WHAT YOU SHOULD DO ▸
Read the lines of the data below and retrieve those with "Calle".

BEGIN THE DATA

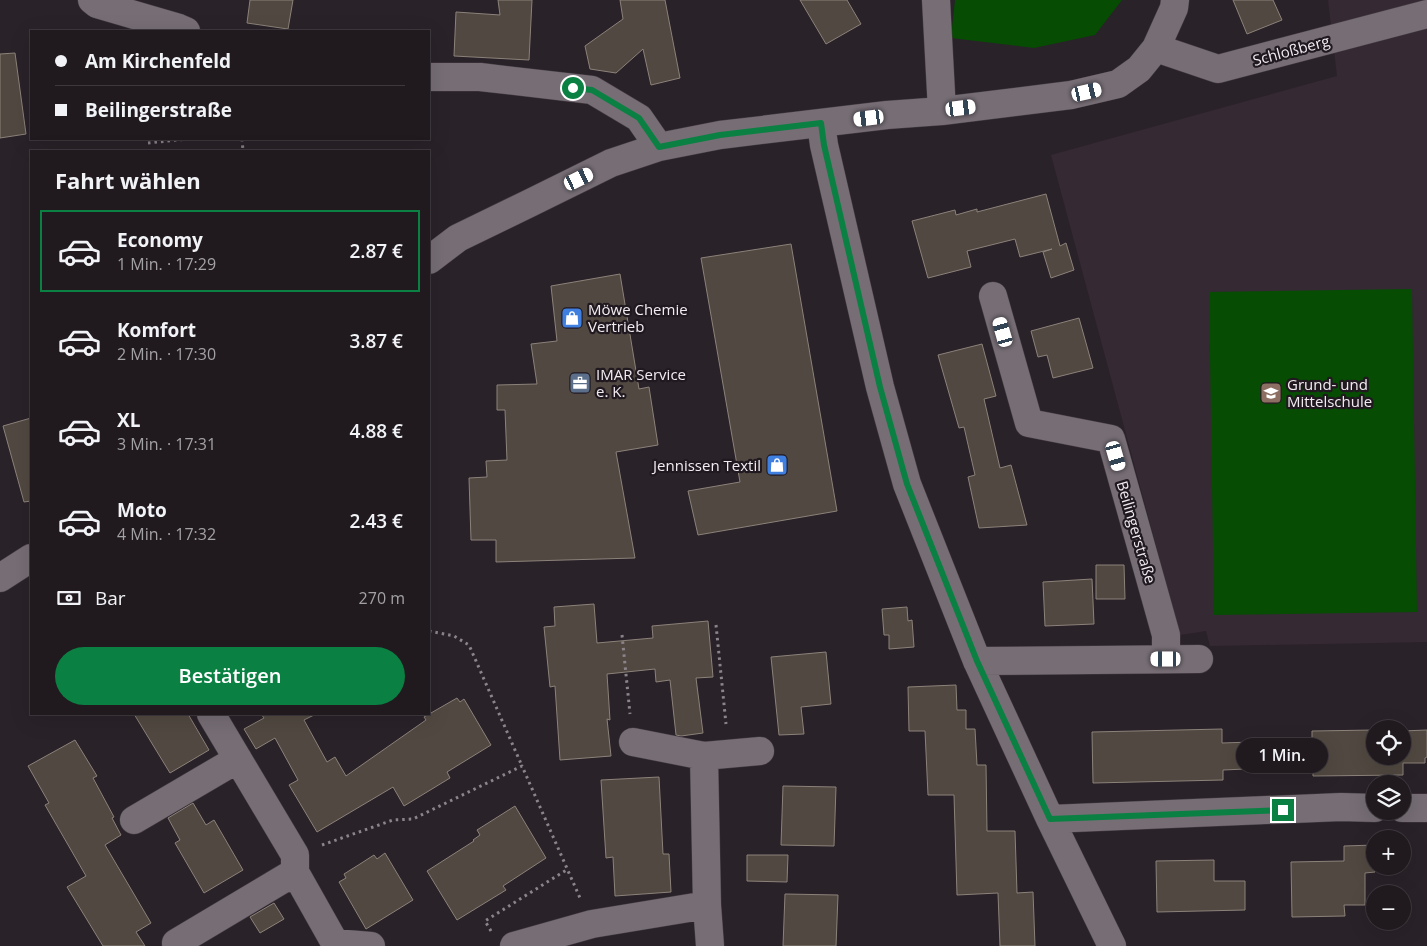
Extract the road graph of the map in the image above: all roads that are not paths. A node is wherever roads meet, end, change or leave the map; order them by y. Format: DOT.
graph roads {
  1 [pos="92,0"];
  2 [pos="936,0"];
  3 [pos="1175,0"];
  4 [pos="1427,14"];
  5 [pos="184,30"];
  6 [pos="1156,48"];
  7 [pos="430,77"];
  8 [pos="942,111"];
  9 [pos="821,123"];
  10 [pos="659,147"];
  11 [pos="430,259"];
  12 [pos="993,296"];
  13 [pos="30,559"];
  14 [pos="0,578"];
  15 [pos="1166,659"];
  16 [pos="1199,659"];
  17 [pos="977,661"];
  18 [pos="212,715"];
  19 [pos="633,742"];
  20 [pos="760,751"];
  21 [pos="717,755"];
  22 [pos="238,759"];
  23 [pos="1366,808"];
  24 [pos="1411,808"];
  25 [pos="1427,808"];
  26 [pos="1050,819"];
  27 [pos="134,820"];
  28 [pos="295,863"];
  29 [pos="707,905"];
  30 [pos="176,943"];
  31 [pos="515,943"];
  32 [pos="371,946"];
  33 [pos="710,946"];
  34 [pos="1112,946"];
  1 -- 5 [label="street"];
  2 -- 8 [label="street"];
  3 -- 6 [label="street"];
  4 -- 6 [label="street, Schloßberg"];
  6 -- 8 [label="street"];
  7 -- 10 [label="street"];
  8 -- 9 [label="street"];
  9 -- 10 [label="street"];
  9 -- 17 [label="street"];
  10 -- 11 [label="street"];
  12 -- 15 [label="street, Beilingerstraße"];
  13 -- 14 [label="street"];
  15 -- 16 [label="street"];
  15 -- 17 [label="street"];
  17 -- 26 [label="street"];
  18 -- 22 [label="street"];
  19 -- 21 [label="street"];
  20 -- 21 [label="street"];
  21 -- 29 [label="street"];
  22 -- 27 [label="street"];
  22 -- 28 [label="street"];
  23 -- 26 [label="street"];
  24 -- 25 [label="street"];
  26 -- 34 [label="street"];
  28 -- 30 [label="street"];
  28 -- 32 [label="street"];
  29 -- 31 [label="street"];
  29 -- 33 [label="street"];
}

END THE DATA
BEGIN THE DATA

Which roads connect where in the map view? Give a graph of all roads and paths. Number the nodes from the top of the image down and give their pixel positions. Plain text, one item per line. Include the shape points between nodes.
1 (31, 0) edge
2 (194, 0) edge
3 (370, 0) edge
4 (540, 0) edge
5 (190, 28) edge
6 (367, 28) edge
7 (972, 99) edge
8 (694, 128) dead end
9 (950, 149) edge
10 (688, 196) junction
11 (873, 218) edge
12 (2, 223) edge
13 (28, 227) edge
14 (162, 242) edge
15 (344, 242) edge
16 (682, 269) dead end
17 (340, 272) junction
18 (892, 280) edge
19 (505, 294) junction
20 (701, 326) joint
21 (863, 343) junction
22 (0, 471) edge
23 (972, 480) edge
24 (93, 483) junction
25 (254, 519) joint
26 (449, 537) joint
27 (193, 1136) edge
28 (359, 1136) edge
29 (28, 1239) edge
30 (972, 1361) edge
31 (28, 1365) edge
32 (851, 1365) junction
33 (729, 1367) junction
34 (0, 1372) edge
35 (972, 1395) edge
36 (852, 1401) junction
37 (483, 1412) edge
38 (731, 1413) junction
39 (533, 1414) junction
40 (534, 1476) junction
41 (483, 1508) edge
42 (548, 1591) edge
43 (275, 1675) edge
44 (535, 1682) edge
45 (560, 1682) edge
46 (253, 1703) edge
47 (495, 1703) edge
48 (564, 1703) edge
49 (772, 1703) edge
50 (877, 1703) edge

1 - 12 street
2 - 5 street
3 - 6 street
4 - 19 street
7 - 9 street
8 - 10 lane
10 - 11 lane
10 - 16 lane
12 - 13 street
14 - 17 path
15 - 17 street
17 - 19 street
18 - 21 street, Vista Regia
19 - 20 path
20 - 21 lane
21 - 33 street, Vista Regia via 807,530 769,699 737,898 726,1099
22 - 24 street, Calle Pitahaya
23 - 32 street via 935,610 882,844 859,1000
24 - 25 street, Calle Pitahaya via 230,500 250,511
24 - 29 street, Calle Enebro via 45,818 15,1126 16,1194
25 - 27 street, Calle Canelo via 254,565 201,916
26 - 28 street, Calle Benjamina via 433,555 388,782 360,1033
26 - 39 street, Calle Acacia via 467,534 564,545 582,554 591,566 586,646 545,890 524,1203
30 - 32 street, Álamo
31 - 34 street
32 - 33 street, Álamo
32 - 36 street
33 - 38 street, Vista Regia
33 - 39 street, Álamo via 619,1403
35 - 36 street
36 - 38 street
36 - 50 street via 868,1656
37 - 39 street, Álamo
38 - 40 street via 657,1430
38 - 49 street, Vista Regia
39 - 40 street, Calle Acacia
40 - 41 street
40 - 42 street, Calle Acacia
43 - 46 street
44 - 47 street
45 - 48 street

END THE DATA

YOUR RESPONSE ▸
22 - 24 street, Calle Pitahaya
24 - 25 street, Calle Pitahaya via 230,500 250,511
24 - 29 street, Calle Enebro via 45,818 15,1126 16,1194
25 - 27 street, Calle Canelo via 254,565 201,916
26 - 28 street, Calle Benjamina via 433,555 388,782 360,1033
26 - 39 street, Calle Acacia via 467,534 564,545 582,554 591,566 586,646 545,890 524,1203
39 - 40 street, Calle Acacia
40 - 42 street, Calle Acacia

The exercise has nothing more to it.